Title
Relationship of weekly return between RELAXO with NIFTY50 (Regression Analysis)

Author
Raspreet Kaur Bindra

Roll no
73

Batch
EMBA-15 (KHARGHAR)

Introduction
Relaxo Footwears Limited is engaged in the manufacturing and trading of footwear and related products. The principal activity of the Company is the manufacture of footwear made primarily of vulcanized or molded rubber and plastic. Its brands include Hawaii, Flite, Sparx, Schoolmate, Elena, Casualz and Bahamas. The company boasts of having 8 start-of-art manufacturing units spread in northern part of India with a production capacity of 6 lac pairs of footwear per day, catering to varied needs of consumers worldwide.

Views/Reviews
Since its inception, the company has gone on to become one of the largest producers of footwear in India with an estimated business value of 17 billion last year. A brand synonymous with quality products and affordable prices, Relaxo is adorning millions feet in more than 25 countries around the world. Relaxo brings a fine combination of comfort, style, and workmanship under its popular brands i.e. Flite, Bahamas, Sparx, Schoolmate, and Hawaii. The footwear products offered by the brand signify extreme stylishness and come in varied alluring colours and exquisite designs.

Objectives
To calculate beta of RELAXO and find its significance using regression analysis with NIFTY50.

Data collection
The closing price data of Nifty50 and RELAXO was taken from www.nseindia.com for the time period 1st March 2019 to 28th Feb 2020. From the available data, the closing rates of all the Fridays in the year was sorted to find out weekly returns for both Nifty as well as PEL. Then the weekly returns was calculated for both by using formula – Weekly Return= (C3-C2)/(C2*100) where, C3 is present week closing price and C2 is the previous week closing price. Once the data is calculated, weekly return column for NIFTY50 is considered as “X” variable and the weekly returns column for RELAXO is considered as “Y” variable.

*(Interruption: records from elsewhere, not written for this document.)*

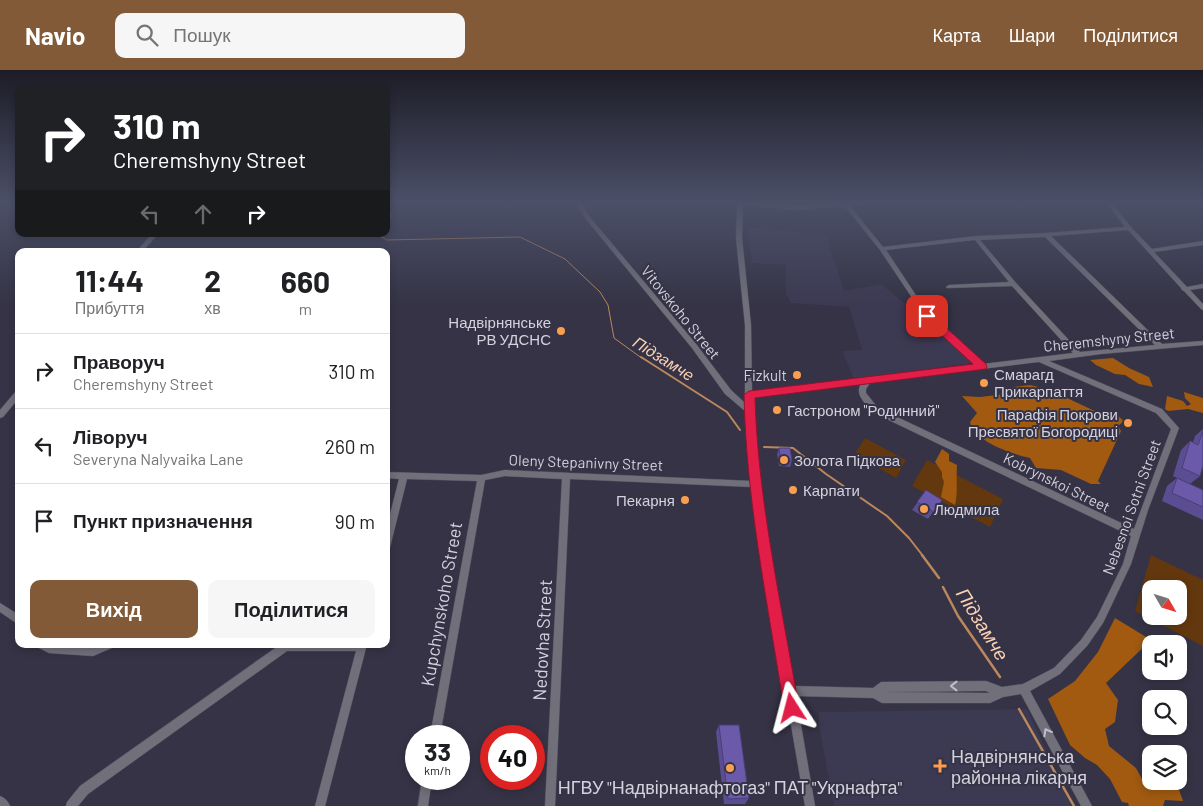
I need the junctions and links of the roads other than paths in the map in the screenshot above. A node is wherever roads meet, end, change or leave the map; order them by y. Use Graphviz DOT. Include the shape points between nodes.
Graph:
graph roads {
  1 [pos="603,236"];
  2 [pos="739,236"];
  3 [pos="872,236"];
  4 [pos="1015,236"];
  5 [pos="1047,236"];
  6 [pos="1136,236"];
  7 [pos="152,237"];
  8 [pos="976,238"];
  9 [pos="1203,243"];
  10 [pos="143,248"];
  11 [pos="882,249"];
  12 [pos="1150,252"];
  13 [pos="1014,284"];
  14 [pos="1203,286"];
  15 [pos="949,287"];
  16 [pos="1184,289"];
  17 [pos="1203,308"];
  18 [pos="1203,343"];
  19 [pos="1161,347"];
  20 [pos="1077,353"];
  21 [pos="1040,360"];
  22 [pos="982,367"];
  23 [pos="868,381"];
  24 [pos="845,384"];
  25 [pos="862,394"];
  26 [pos="749,395"];
  27 [pos="15,398"];
  28 [pos="749,410"];
  29 [pos="0,415"];
  30 [pos="390,475"];
  31 [pos="404,476"];
  32 [pos="566,476"];
  33 [pos="481,478"];
  34 [pos="756,484"];
  35 [pos="390,531"];
  36 [pos="1137,535"];
  37 [pos="0,607"];
  38 [pos="15,618"];
  39 [pos="54,648"];
  40 [pos="101,648"];
  41 [pos="283,648"];
  42 [pos="360,648"];
  43 [pos="1024,689"];
  44 [pos="789,691"];
  45 [pos="437,725"];
  46 [pos="425,790"];
  47 [pos="0,801"];
  48 [pos="5,806"];
  49 [pos="71,806"];
  50 [pos="320,806"];
  51 [pos="422,806"];
  52 [pos="550,806"];
  53 [pos="810,806"];
  54 [pos="1087,806"];
  1 -- 28 [label="street, Vitovskoho Street" via="728,392"];
  2 -- 26 [label="street" via="748,325"];
  3 -- 11 [label="street"];
  4 -- 8 [label="street"];
  5 -- 19 [label="street"];
  6 -- 12 [label="street"];
  7 -- 10 [label="street"];
  8 -- 11 [label="street"];
  8 -- 13 [label="street"];
  9 -- 12 [label="street"];
  11 -- 22 [label="street" via="927,316"];
  12 -- 16 [label="street"];
  13 -- 15 [label="street"];
  13 -- 20 [label="street"];
  14 -- 16 [label="street"];
  16 -- 17 [label="street"];
  18 -- 19 [label="street, Cheremshyny Street"];
  19 -- 20 [label="street, Cheremshyny Street"];
  20 -- 21 [label="street, Cheremshyny Street"];
  21 -- 22 [label="street, Cheremshyny Street"];
  21 -- 36 [label="street, Nebesnoi Sotni Street" via="1159,411 1175,428"];
  22 -- 23 [label="street, Cheremshyny Street"];
  23 -- 24 [label="street, Cheremshyny Street"];
  23 -- 25 [label="street" via="862,388"];
  24 -- 25 [label="street, Kobrynskoi Street"];
  24 -- 26 [label="street, Cheremshyny Street"];
  25 -- 36 [label="street, Kobrynskoi Street" via="876,410"];
  26 -- 28 [label="street"];
  27 -- 29 [label="street"];
  28 -- 34 [label="street"];
  30 -- 31 [label="street, Oleny Stepanivny Street"];
  31 -- 33 [label="street, Oleny Stepanivny Street"];
  31 -- 35 [label="street"];
  32 -- 33 [label="street, Oleny Stepanivny Street" via="505,473"];
  32 -- 34 [label="street, Oleny Stepanivny Street"];
  32 -- 52 [label="street, Nedovha Street"];
  33 -- 45 [label="street, Kupchynskoho Street"];
  34 -- 44 [label="street"];
  36 -- 43 [label="street, Nebesnoi Sotni Street" via="1116,588 1084,643 1057,671"];
  37 -- 38 [label="street"];
  39 -- 40 [label="street" via="93,651"];
  41 -- 49 [label="street" via="84,790"];
  42 -- 50 [label="street"];
  43 -- 44 [label="street, Nebesnoi Sotni Street" via="1002,692 990,698 882,698 875,693"];
  54 -- 43 [label="street, one-way"];
  44 -- 53 [label="street"];
  46 -- 51 [label="street"];
  47 -- 48 [label="street"];
}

The Model and formulas used are:
Y = a +bX
X ̅ =∑X/N
Y ̅=∑Y/N
x = X – X ̅
y = Y – Y ̅
b=∑xy/∑(x)^2
a= Y ̅- bX ̅
e = Y – Y ̅
Variance of error=(σe)^2 =∑e^2/N-K
S.E of b = √ ((σe)^2 /∑x^2)
t stat of b = b/ S.E of b
TSS=ESS+RSS
ESS = (b^2)*(∑x^2)
RSS = ∑e^2
R^2 = ESS/TSS
F = Mean ESS/Mean RSS

Data analysis
Using the Regression Add-on in Microsoft Excel Data Analytics tool we get following values:
R Square= 0.032
a= 0.269
b = 0.723
N (Observations) = 50
F = 1.608
Therefore, formulating below question:
Y = 0.269- 0.723X
(1.2681)

Result
The above equation tells us the relationship between “Y” and “X”, that is Demand and Price. If price raises by unit, demand raises by 0.723 units. Positive sign says that, there is reverse relationship. Means if price rises demand rises, similarly if price falls then demand also falls. Figure In bracket is t-stat for “b”. b value for which is more than 0.05 so “b” is statistically significant at 5%. R2 = 0.032, which means 32% Y is explained by X. 68% error or other variables aren’t in the models. F is 1.608. The P value for which is more than 0.05, overall model is statistically significant at 5%.

Conclusion
Price is significant and overall model is significant but error will be 68%.